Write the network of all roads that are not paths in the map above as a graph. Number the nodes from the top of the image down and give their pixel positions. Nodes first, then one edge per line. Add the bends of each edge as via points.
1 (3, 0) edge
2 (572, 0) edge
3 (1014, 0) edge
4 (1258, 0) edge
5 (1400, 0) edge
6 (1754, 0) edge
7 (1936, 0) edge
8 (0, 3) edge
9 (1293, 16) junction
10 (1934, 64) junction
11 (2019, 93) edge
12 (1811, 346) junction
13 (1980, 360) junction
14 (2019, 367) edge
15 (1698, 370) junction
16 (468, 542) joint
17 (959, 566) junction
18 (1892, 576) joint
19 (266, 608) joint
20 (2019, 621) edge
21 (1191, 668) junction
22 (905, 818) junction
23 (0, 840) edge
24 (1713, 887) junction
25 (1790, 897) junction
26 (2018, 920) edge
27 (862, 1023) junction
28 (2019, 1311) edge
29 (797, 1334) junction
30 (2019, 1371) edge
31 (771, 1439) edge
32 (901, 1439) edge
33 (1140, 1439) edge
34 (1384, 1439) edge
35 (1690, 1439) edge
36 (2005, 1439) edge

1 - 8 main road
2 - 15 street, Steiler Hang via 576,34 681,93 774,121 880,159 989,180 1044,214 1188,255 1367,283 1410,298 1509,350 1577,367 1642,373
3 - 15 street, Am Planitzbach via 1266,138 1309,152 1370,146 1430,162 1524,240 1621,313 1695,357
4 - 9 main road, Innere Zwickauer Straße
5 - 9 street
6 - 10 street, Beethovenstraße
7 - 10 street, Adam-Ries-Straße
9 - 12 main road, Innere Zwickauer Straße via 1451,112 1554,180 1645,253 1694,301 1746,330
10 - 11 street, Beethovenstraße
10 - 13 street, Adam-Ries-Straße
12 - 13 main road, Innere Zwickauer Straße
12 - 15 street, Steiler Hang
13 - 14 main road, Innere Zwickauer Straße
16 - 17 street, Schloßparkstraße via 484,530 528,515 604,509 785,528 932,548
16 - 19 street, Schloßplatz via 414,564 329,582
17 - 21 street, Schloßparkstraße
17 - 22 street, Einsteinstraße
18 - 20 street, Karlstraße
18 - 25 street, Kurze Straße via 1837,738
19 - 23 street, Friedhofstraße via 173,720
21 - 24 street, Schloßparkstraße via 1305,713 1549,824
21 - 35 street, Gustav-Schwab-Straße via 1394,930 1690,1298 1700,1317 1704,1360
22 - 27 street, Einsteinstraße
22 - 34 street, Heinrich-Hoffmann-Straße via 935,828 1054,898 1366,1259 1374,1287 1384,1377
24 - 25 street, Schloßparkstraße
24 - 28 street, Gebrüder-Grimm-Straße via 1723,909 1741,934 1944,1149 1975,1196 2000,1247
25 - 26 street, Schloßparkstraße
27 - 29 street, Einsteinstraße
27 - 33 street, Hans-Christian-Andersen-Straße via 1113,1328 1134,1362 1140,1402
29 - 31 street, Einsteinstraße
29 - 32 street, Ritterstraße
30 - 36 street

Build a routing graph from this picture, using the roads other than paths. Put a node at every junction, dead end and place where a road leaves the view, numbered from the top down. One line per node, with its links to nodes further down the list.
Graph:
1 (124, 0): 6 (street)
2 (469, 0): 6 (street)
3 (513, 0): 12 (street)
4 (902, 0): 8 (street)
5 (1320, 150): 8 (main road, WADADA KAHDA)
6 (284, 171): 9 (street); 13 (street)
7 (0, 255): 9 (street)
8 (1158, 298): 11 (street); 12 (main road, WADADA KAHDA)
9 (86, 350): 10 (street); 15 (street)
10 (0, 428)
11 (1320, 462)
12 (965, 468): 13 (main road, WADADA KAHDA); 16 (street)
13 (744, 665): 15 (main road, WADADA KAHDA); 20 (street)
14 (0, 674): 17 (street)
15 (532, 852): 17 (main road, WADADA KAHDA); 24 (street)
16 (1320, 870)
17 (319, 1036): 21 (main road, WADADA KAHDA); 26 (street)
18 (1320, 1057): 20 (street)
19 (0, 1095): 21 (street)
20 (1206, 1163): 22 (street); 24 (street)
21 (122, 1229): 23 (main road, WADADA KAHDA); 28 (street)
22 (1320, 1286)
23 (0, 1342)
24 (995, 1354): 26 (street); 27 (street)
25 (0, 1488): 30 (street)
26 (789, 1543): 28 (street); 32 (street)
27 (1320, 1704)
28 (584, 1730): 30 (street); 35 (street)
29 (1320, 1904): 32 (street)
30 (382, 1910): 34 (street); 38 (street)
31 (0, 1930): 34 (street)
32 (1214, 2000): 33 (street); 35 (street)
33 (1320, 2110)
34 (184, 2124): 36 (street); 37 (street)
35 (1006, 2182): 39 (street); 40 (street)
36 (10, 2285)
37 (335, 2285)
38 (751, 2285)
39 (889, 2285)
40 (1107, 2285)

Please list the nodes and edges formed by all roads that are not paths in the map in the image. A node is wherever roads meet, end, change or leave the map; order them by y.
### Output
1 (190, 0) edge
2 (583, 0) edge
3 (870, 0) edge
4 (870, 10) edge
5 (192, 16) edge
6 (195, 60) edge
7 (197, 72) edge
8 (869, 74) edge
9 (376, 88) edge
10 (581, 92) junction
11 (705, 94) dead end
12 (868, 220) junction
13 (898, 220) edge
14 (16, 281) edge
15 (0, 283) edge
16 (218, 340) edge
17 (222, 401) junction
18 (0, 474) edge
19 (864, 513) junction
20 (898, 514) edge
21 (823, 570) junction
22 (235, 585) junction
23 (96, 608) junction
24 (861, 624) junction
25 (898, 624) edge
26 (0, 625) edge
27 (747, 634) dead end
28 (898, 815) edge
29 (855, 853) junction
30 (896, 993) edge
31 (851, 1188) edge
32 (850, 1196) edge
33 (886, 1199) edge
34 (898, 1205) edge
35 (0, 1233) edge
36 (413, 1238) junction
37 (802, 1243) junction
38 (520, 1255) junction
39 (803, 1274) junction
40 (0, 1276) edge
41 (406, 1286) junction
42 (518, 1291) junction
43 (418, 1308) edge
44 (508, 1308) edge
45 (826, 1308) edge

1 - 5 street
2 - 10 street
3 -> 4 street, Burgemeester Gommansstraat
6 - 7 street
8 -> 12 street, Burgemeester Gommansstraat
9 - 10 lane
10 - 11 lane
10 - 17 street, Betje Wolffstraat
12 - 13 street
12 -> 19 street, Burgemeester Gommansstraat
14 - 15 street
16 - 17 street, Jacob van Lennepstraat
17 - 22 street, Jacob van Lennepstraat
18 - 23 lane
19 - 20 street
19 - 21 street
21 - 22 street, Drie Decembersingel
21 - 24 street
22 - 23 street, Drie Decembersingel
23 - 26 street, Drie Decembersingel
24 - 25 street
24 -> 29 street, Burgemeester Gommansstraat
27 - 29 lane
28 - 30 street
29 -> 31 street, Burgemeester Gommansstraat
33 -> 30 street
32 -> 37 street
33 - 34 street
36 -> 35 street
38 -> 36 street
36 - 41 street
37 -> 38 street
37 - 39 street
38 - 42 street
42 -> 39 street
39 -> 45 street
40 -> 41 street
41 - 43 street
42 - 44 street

| TRY IT |
Which lines above hold the string "that"? Copy every one of them.

| SOLUTION FOR THIS TASK |
Write the network of all roads that are not paths in the map above as a graph. Number the nodes from the top of the image down and give their pixel positions. Nodes first, then one edge per line. Add the bends of each edge as via points.
Please list the nodes and edges formed by all roads that are not paths in the map in the image. A node is wherever roads meet, end, change or leave the map; order them by y.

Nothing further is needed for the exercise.